L'Azienda: "Elevato indice di accuratezza: unico intervento chirurgico nel 98,6% dei casi"

Nel 2015 seicento pazienti sono entrate nel percorso aziendale per il trattamento del cancro della mammella nella Asl Lanciano Vasto Chieti, mentre nel 2016 sono già oltre 350 le pazienti prese in carico dal team multidisciplinare del Centro senologico. I dati 2015 (fonte database European Society of Breast Cancer Specialist) mostrano che la percentuale di pazienti sottoposte a unico intervento chirurgico per il trattamento di carcinoma non invasivo è pari al 98.6%: evitare un nuovo intervento rappresenta un indice di accuratezza del trattamento. Alta anche la percentuale delle pazienti con diagnosi preoperatoria definitiva, fattore che consente di fornire una corretta informazione alla paziente e di pianificare il trattamento evitando operazioni inutili.
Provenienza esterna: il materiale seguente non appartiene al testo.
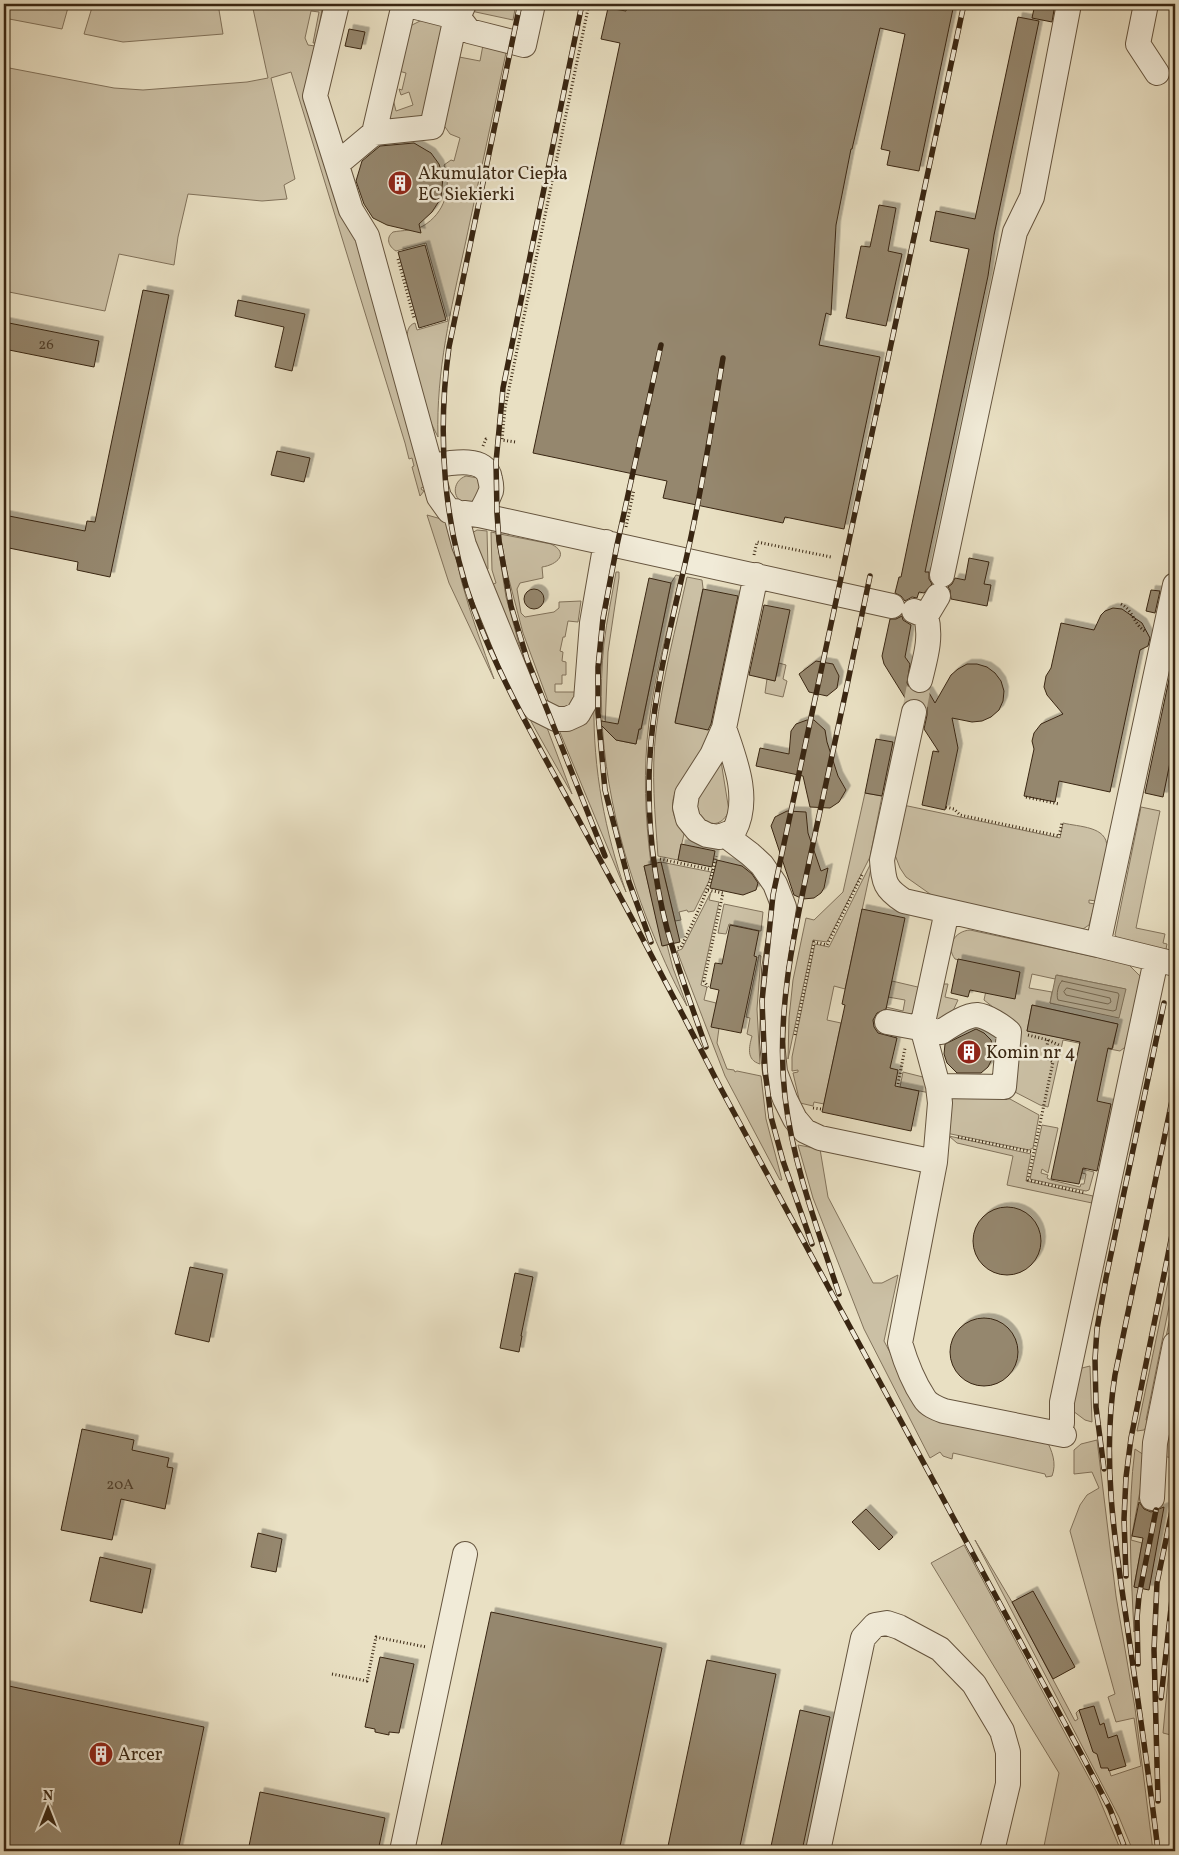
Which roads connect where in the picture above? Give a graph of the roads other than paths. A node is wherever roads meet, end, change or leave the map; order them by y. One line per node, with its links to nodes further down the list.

E’ la Asl di Chieti a fornire i dati, in occasione del convegno “Breast cancer controversies”, organizzato all’università d’Annunzio dal Consorzio interuniversitario nazionale per la Bio-Oncologia e coordinato da Clara Natoli, direttore della Clinica oncologica di Chieti ed Ettore Cianchetti, direttore della Clinica senologica di Ortona.

Il tumore al seno rappresenta ancora la seconda causa di morte nelle donne tra i 35 e i 75 anni, dopo le malattie cardiovascolari. Il Centro senologico della Asl Lanciano Vasto Chieti è l’unico in Abruzzo ad avere ricevuto la Certificazione Eusoma, che attesta l’aderenza agli standard fissati dall’European Society of Breast Cancer Specialist, e il secondo nel Centro Sud, insieme al Breast Center Humanitas di Catania. 
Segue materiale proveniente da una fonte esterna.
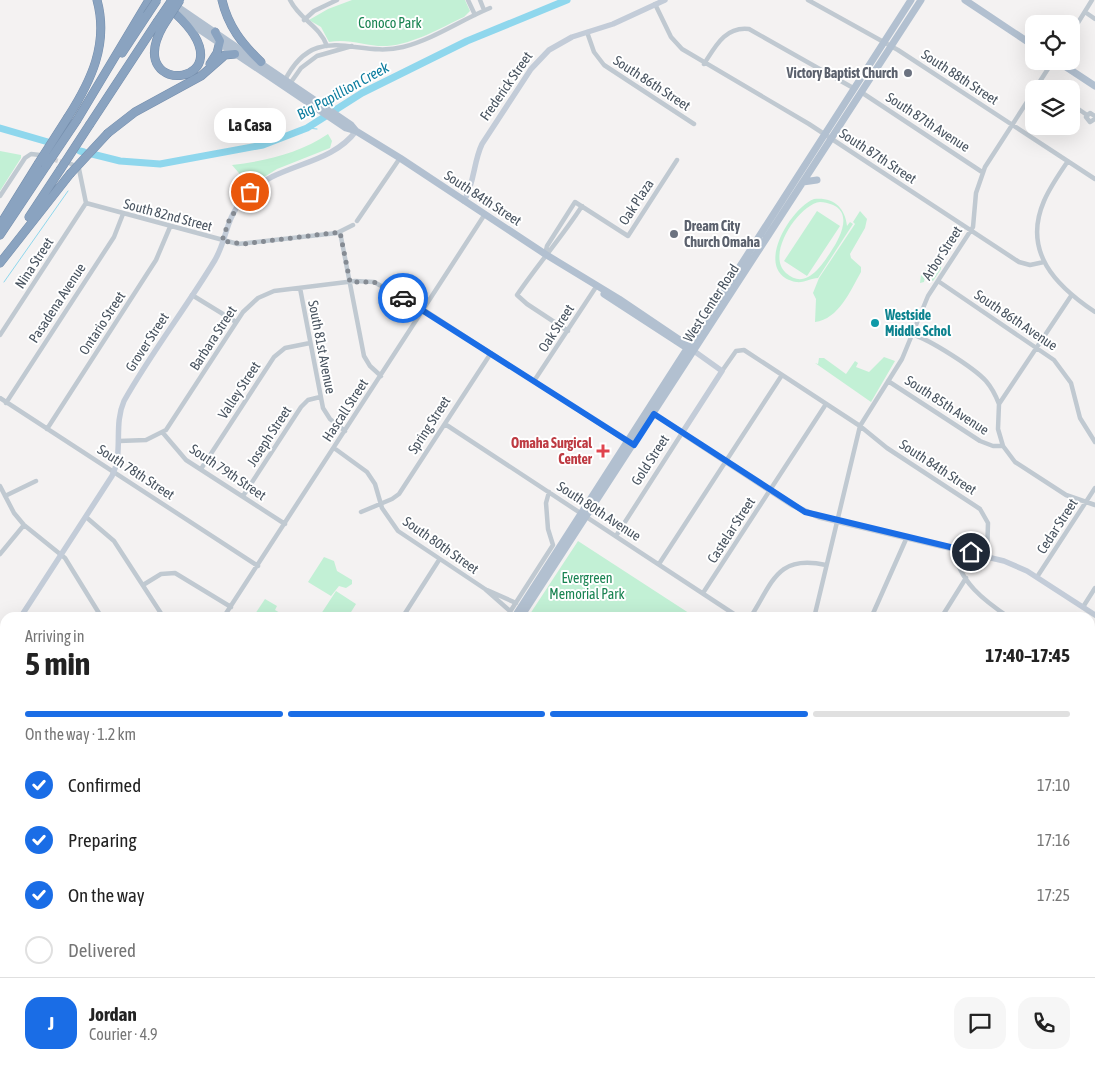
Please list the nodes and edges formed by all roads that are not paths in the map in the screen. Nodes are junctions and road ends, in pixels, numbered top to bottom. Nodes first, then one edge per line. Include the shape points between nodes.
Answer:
1 (96, 0) edge
2 (149, 0) edge
3 (157, 0) edge
4 (172, 0) edge
5 (222, 0) edge
6 (290, 0) edge
7 (337, 0) edge
8 (468, 0) edge
9 (480, 0) edge
10 (665, 0) edge
11 (808, 0) edge
12 (911, 0) edge
13 (920, 0) edge
14 (964, 0) edge
15 (1092, 0) edge
16 (655, 4) junction
17 (490, 8) dead end
18 (177, 9) edge
19 (484, 10) junction
20 (1085, 12) junction
21 (144, 14) junction
22 (475, 15) junction
23 (1095, 19) edge
24 (304, 20) junction
25 (1080, 20) edge
26 (160, 24) junction
27 (215, 32) junction
28 (587, 32) junction
29 (1025, 40) edge
30 (219, 43) junction
31 (888, 44) junction
32 (327, 45) junction
33 (353, 46) junction
34 (328, 52) junction
35 (234, 54) junction
36 (261, 62) junction
37 (704, 64) junction
38 (1071, 70) edge
39 (194, 79) junction
40 (286, 83) junction
41 (1095, 86) edge
42 (858, 91) junction
43 (1025, 104) edge
44 (1095, 108) edge
45 (1080, 109) edge
46 (1093, 116) edge
47 (694, 124) dead end
48 (1012, 125) junction
49 (356, 131) junction
50 (829, 137) junction
51 (400, 158) junction
52 (40, 160) junction
53 (677, 160) dead end
54 (1068, 161) junction
55 (78, 169) dead end
56 (982, 172) junction
57 (1095, 179) edge
58 (817, 180) dead end
59 (803, 182) junction
60 (0, 196) edge
61 (464, 201) junction
62 (86, 203) junction
63 (582, 206) junction
64 (123, 214) junction
65 (485, 214) junction
66 (0, 225) edge
67 (170, 227) junction
68 (971, 230) junction
69 (340, 232) junction
70 (0, 235) edge
71 (222, 241) junction
72 (545, 254) junction
73 (0, 262) edge
74 (1044, 262) junction
75 (938, 281) junction
76 (350, 282) junction
77 (596, 287) junction
78 (300, 288) junction
79 (192, 295) junction
80 (1071, 296) junction
81 (424, 310) junction
82 (1095, 312) edge
83 (236, 322) junction
84 (568, 331) junction
85 (912, 334) junction
86 (666, 335) junction
87 (0, 336) edge
88 (310, 342) junction
89 (1038, 347) junction
90 (691, 348) junction
91 (738, 349) joint
92 (491, 353) junction
93 (678, 365) junction
94 (722, 371) junction
95 (782, 375) junction
96 (381, 376) junction
97 (534, 381) junction
98 (888, 381) junction
99 (320, 397) junction
100 (0, 398) edge
101 (6, 403) junction
102 (826, 404) junction
103 (999, 404) junction
104 (654, 414) junction
105 (445, 424) junction
106 (860, 426) junction
107 (47, 429) junction
108 (345, 431) junction
109 (162, 433) junction
110 (682, 433) junction
111 (119, 441) junction
112 (1095, 442) edge
113 (631, 443) junction
114 (1003, 446) junction
115 (334, 448) junction
116 (726, 462) junction
117 (201, 469) junction
118 (114, 472) junction
119 (36, 481) dead end
120 (0, 486) edge
121 (1095, 488) edge
122 (770, 490) junction
123 (549, 492) junction
124 (5, 496) junction
125 (243, 496) junction
126 (1086, 502) junction
127 (381, 504) junction
128 (1095, 505) edge
129 (361, 512) dead end
130 (584, 515) junction
131 (86, 517) junction
132 (837, 521) junction
133 (285, 524) junction
134 (24, 525) junction
135 (616, 536) junction
136 (907, 537) junction
137 (955, 549) junction
138 (0, 554) edge
139 (61, 554) junction
140 (987, 556) junction
141 (439, 560) junction
142 (659, 564) junction
143 (826, 565) junction
144 (258, 566) junction
145 (1037, 577) junction
146 (966, 578) junction
147 (143, 585) junction
148 (1095, 588) edge
149 (484, 589) junction
150 (703, 593) junction
151 (516, 603) junction
152 (231, 607) junction
153 (1083, 607) junction
154 (24, 612) edge
155 (98, 612) edge
156 (160, 612) edge
157 (227, 612) edge
158 (406, 612) edge
159 (510, 612) edge
160 (513, 612) edge
161 (513, 612) edge
162 (524, 612) edge
163 (731, 612) edge
164 (754, 612) edge
165 (815, 612) edge
166 (874, 612) edge
167 (945, 612) edge
168 (1002, 612) edge
169 (1090, 612) edge

1 - 52 highway, bridge via 101,26 98,59 87,86
2 - 21 highway
3 - 21 highway, bridge
4 - 26 highway, bridge
5 - 36 highway via 235,32
6 - 24 street
7 - 24 street via 314,11
8 - 22 street
9 - 19 street
10 - 16 main road, Frederick Street
11 - 31 street, South 88th Street
12 - 31 main road, West Center Road
13 - 31 main road, West Center Road
14 - 29 main road
15 - 20 street
16 - 28 main road, Frederick Street via 613,24
16 - 37 street, South 87th Street via 674,41
17 - 19 street
18 - 26 highway, bridge
18 - 26 highway via 194,33 201,51 198,64 188,74 172,76 163,71 156,61 155,45
18 - 27 main road, South 84th Street
18 - 30 main road, South 84th Street
19 - 22 street
20 - 23 street
20 - 25 street
21 - 52 highway, bridge via 76,120
22 - 33 street via 401,47 380,50
24 - 32 street via 320,32
26 - 73 highway, bridge
27 - 30 highway
27 - 36 main road, South 84th Street
28 - 47 street, South 86th Street via 594,52 604,65
28 - 61 main road, Frederick Street via 557,45 531,69 482,144 473,181
30 - 35 main road, South 84th Street
30 - 39 highway via 212,62
31 - 42 main road, West Center Road
31 - 48 street, South 88th Street
32 - 33 street
32 - 34 street
32 - 40 street via 305,56
33 - 34 street
34 - 40 street via 306,63
35 - 39 highway via 225,55
35 - 40 main road, South 84th Street
36 - 40 main road, South 84th Street
37 - 42 street, South 87th Avenue via 722,38 738,29 757,32
37 - 50 street, South 87th Street
38 - 41 main road
39 - 73 highway, bridge via 135,112 108,133 70,174
40 - 49 main road, South 84th Street
42 - 50 main road, West Center Road
42 - 56 street, South 87th Avenue
43 - 48 street, Arbor Street
44 - 46 street
45 - 46 street
48 - 54 street, South 88th Street
48 - 56 street, Arbor Street
49 - 51 main road, South 84th Street
49 - 71 main road, Grover Street via 337,150 277,174 257,186 233,212
50 - 59 main road, West Center Road
50 - 68 street, South 87th Street
50 - 90 main road, West Center Road
51 - 61 main road, South 84th Street
51 - 69 street, South 82nd Street via 355,223
52 - 60 street via 31,154 25,158
52 - 66 highway
52 - 70 highway
53 - 63 street, Oak Plaza via 628,236
54 - 57 street, South 88th Street
54 - 74 street via 1048,192 1040,212 1039,238
55 - 62 street
56 - 68 street, Arbor Street
58 - 59 main road
59 - 90 main road, West Center Road
61 - 65 main road, South 84th Street
62 - 64 street, South 82nd Street
62 - 87 street, Nina Street
63 - 72 street
63 - 72 street, Oak Plaza via 575,202
64 - 67 street, South 82nd Street
64 - 101 street, Pasadena Avenue via 114,237
65 - 72 main road, South 84th Street
65 - 81 street, Hascall Street
67 - 71 street, South 82nd Street
67 - 107 street, Ontario Street via 156,260
68 - 74 street, South 87th Street via 1023,264
68 - 75 street, Arbor Street
69 - 71 street, South 82nd Street via 243,244
69 - 76 street
71 - 79 main road, Grover Street via 215,259
72 - 77 main road, South 84th Street
72 - 84 street via 517,295
74 - 80 street via 1055,280
75 - 85 street, Arbor Street via 923,305
75 - 89 street, South 86th Avenue
76 - 78 street, Barbara Street
76 - 81 street, Barbara Street via 374,282
76 - 96 street via 364,356
77 - 84 street, Oak Street
77 - 86 main road, South 84th Street
77 - 90 main road, South 84th Street via 618,298
78 - 83 street, Barbara Street via 262,296 247,307
78 - 88 street, South 81st Avenue
79 - 83 street
79 - 111 main road, Grover Street via 124,401 119,419
80 - 82 street
80 - 89 street
81 - 92 street, Barbara Street
81 - 96 street, Hascall Street
83 - 109 street, Barbara Street
84 - 97 street, Oak Street
85 - 98 street, Arbor Street
85 - 103 street via 980,376 992,388
86 - 90 main road, South 84th Street
86 - 93 main road via 679,350
88 - 99 street, South 81st Avenue
88 - 117 street, Valley Street via 285,348 274,357
89 - 103 street
89 - 112 street, South 86th Avenue via 1067,376 1080,418
90 - 93 main road, West Center Road
90 - 94 main road, South 84th Street
90 - 104 main road, West Center Road
91 - 94 street, Gold Street
91 - 95 street, South 84th Street
92 - 97 street, Barbara Street
92 - 105 street, Spring Street
93 - 113 main road, West Center Road
94 - 110 main road, Gold Street
95 - 102 street, South 84th Street
95 - 116 street
96 - 108 street, Hascall Street
97 - 113 street, Barbara Street
98 - 106 street, Arbor Street
98 - 114 street, South 85th Avenue via 980,441
99 - 108 street, South 81st Avenue via 327,416
99 - 125 street, Joseph Street via 308,400 301,407
100 - 101 street, South 78th Street
101 - 107 street, South 78th Street
102 - 106 street, South 84th Street
102 - 122 street, Castelar Street
103 - 114 street via 998,429
104 - 110 street
104 - 113 main road, West Center Road
105 - 123 street, South 80th Avenue
105 - 127 street, Spring Street via 399,494
106 - 132 street, Arbor Street
106 - 140 street, South 84th Street via 887,448 983,512 988,522
107 - 118 street, South 78th Street
108 - 115 street, Hascall Street
109 - 111 street via 146,440
109 - 117 street, South 79th Street via 182,456
110 - 116 main road
110 - 135 street, Gold Street
111 - 118 main road, Grover Street via 119,457
113 - 130 main road, West Center Road
114 - 126 street via 1021,466 1066,495
115 - 127 street, South 80th Street via 367,472
115 - 133 street, Hascall Street
116 - 122 main road
116 - 142 street
117 - 125 street, South 79th Street
118 - 131 main road, Grover Street
118 - 144 street, South 78th Street
119 - 124 street
120 - 124 street
121 - 126 street, Cedar Street
122 - 132 main road via 805,512
122 - 150 street, Castelar Street
123 - 130 street, South 80th Avenue
123 - 151 street via 546,503 552,545
124 - 134 street
125 - 133 street, South 79th Street
126 - 128 street
126 - 145 street, Cedar Street
127 - 129 street, Spring Street
127 - 141 street, South 80th Street via 398,531
130 - 135 street, South 80th Avenue
130 - 160 main road, West Center Road
130 - 162 main road, West Center Road
131 - 139 main road, Grover Street
131 - 147 street via 114,541
132 - 136 main road
132 - 143 street, Arbor Street
133 - 144 street, Hascall Street
134 - 138 street
134 - 139 street
135 - 142 street, South 80th Avenue
136 - 137 main road
136 - 166 street
137 - 140 main road
137 - 146 street via 956,561
139 - 154 main road, Grover Street
139 - 155 street
140 - 145 main road via 1012,563
141 - 149 street, South 80th Street
141 - 158 street
142 - 150 street, South 80th Avenue
143 - 164 street via 801,561 786,566
143 - 165 street, Arbor Street
144 - 152 street, Hascall Street
145 - 153 main road
146 - 167 street
146 - 168 street via 982,598
147 - 152 street via 164,573 175,573
147 - 156 street
148 - 153 street
149 - 151 street, South 80th Street
149 - 159 street, South 80th Street
150 - 163 street, South 80th Avenue
151 - 161 street
152 - 157 street, Hascall Street
153 - 169 main road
Il Centro coordina un percorso dedicato alle pazienti con cancro alla mammella, che prevede la presa in carico della paziente durante l’intero iter diagnostico-terapeutico e ogni donna ha un trattamento personalizzato. “Il carcinoma della mammella – spiega la dottoressa Clara Natoli – è oggi uno dei tumori più frequentemente diagnosticati. Grazie a programmi di screening e una migliore sensibilità di modalità d'immagine, più donne hanno una diagnosi di malattia in stadio precoce, con una conseguente maggiore possibilità di guarigione.
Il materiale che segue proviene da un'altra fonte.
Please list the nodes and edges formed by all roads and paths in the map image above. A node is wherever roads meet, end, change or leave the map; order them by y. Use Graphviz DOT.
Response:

La gestione clinica del carcinoma della mammella richiede un approccio multidisciplinare che coinvolga molte figure professionali tra cui radiologi, patologi, chirurghi, ginecologi e oncologi medici, rappresentando uno dei campi più dinamicamente in evoluzione in campo oncologico, con innovativi recenti sviluppi. La nostra conoscenza di questa malattia è notevolmente migliorata negli ultimi anni portando globalmente a ottimi risultati, prima tra tutti la riduzione di mortalità per questa neoplasia”.